Glasses steamed up, he takes them off, rubs the lenses on his denim shirt. He doesn’t need to look. The date must be etched on his heart.
‘I’d have been a baby.’ Lauren’s voice trembles. ‘And you and Mum were together. So … that’s it, isn’t it? The thing that made her leave you.’
‘Oh, Daddy.’ Flora stares at him, horrified, his godlike status crumbling. ‘How … how foul of you – and Viv!’
‘Viv didn’t know about Dixie, or you, Lauren,’ he says, correcting this quickly. ‘It happened just the once, a late-night session. Not that that makes it … you know.’ His face sags with sadness. ‘It was the worst mistake of my life. I confessed to Dix … I thought if I was honest … But, no. That was it. Lesson learned.’
Lauren walks to the fire, her back to them, taut, sharp shoulder-blades visible under her thin black sweater, and rising.
Flora huffs into the nearest armchair, ripping off the F Post-it note, balling it in her hand and throwing it to the floor. ‘Then you employed Viv, a decade or so later, as a housekeeper. Ugh.’

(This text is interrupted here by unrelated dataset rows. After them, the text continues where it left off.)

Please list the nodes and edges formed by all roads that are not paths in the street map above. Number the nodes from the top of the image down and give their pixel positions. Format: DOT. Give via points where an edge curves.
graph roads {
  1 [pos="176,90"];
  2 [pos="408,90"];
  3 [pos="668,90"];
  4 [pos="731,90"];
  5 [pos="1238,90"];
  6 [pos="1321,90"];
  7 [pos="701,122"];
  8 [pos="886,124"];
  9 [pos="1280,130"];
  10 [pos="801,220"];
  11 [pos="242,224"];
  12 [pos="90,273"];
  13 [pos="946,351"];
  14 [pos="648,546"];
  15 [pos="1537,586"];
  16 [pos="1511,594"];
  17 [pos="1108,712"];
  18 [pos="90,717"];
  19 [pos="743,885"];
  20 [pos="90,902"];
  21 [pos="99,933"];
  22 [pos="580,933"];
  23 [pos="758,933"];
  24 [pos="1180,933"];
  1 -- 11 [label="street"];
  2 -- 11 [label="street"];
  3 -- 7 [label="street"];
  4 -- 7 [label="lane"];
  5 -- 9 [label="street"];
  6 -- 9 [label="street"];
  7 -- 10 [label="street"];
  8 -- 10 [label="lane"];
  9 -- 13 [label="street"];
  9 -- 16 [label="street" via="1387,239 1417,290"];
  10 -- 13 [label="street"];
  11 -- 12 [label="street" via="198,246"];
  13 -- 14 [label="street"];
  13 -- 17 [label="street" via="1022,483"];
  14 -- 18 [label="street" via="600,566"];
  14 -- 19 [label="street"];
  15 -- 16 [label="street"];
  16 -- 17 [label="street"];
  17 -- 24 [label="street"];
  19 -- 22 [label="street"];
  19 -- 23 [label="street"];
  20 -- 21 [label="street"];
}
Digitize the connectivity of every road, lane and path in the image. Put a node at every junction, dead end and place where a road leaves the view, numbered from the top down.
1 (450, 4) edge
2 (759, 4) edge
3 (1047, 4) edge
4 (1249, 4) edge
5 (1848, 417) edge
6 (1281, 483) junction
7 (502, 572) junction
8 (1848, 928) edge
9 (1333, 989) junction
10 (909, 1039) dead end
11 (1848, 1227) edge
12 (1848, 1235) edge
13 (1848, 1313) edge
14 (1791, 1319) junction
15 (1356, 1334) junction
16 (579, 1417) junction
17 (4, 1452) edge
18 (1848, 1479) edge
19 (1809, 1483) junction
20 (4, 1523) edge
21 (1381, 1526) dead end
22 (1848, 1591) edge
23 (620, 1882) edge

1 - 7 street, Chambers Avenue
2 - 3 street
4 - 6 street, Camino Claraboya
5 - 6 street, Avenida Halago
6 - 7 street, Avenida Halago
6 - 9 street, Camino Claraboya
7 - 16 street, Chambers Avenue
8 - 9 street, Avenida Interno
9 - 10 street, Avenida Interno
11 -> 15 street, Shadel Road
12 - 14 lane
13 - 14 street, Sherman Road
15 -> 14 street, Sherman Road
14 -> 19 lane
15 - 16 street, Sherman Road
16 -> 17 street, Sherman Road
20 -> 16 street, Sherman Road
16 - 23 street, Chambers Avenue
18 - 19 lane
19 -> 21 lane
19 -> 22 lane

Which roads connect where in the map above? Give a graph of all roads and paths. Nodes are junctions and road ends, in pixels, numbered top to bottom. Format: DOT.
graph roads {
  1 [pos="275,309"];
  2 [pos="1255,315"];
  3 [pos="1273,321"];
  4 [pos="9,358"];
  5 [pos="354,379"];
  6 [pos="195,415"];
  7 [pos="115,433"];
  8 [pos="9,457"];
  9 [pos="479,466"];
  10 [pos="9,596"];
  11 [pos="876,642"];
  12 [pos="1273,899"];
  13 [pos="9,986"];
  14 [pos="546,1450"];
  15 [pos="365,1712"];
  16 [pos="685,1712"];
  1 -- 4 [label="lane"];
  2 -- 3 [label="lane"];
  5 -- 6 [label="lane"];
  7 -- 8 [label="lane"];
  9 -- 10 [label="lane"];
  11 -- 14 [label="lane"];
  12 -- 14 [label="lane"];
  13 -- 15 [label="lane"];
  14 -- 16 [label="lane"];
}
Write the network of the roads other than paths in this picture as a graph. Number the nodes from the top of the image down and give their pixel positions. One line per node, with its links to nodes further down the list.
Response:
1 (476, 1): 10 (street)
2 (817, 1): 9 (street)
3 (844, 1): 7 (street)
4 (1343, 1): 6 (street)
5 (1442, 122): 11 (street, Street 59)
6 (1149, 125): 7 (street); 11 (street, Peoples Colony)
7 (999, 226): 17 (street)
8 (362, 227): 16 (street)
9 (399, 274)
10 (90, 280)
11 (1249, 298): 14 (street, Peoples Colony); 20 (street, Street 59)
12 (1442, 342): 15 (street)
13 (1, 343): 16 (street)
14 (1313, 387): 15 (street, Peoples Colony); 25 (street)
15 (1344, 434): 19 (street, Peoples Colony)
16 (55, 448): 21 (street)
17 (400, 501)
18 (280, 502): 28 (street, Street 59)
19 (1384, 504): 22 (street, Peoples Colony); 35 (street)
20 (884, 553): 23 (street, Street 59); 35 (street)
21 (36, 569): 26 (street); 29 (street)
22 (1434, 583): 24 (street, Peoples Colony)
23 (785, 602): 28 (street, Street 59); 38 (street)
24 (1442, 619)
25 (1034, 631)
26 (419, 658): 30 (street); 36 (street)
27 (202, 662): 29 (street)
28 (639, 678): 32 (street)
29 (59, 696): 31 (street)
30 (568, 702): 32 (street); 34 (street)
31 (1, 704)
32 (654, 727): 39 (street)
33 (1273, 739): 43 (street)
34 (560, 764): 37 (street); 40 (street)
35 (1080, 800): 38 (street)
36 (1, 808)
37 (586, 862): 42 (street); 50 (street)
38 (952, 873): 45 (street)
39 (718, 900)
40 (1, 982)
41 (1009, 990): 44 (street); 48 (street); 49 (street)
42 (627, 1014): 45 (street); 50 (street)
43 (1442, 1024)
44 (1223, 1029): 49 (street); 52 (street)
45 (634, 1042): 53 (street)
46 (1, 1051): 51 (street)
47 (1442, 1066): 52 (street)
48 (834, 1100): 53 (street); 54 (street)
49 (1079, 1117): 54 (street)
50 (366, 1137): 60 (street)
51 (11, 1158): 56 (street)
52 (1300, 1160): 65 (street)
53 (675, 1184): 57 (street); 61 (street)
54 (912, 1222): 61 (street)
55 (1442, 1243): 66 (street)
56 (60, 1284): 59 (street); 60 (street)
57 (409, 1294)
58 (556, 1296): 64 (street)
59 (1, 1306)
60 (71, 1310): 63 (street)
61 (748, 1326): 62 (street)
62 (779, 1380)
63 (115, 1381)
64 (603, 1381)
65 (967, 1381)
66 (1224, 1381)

‘No, Flora, I really didn’t. Viv stuck a leaflet through the letterbox,’ he says. Kat thinks, Another note, the irony. He wipes sweat off his forehead with the corner of his shirt. ‘I wasn’t in Cornwall at the time.’
‘So, Granny never knew you’d had a – a thing.’ Lauren sits on the fender, small, brave, the conflicting emotions they’re all feeling – disgust, pity, love – streaking across her face.
‘Oh, wait a minute!’ exclaims Flora, bolting up in the armchair. ‘I think Granny guessed. “A most terrible suspicion!” Don’t you remember? Bertha would call it in Granny’s voice, and it’d send Granny into such a fluster.’
But Kat wonders if Granny, mind like a trap, suspected something else. She pictures Viv in her red coat – ‘I know you lost someone that day too, Charlie’ – and Dixie dying, trying to tell Lauren a secret, and she readies to plunge into the family’s deepest, coldest waters. ‘Dad, should we talk about the corn-dolly bird?’ As her words settle, something in their father’s face seems to rearrange itself, surrender, open like a door. ‘It wasn’t Granny who took and hid that bird, was it?’ Kat adds softly. ‘It was you.’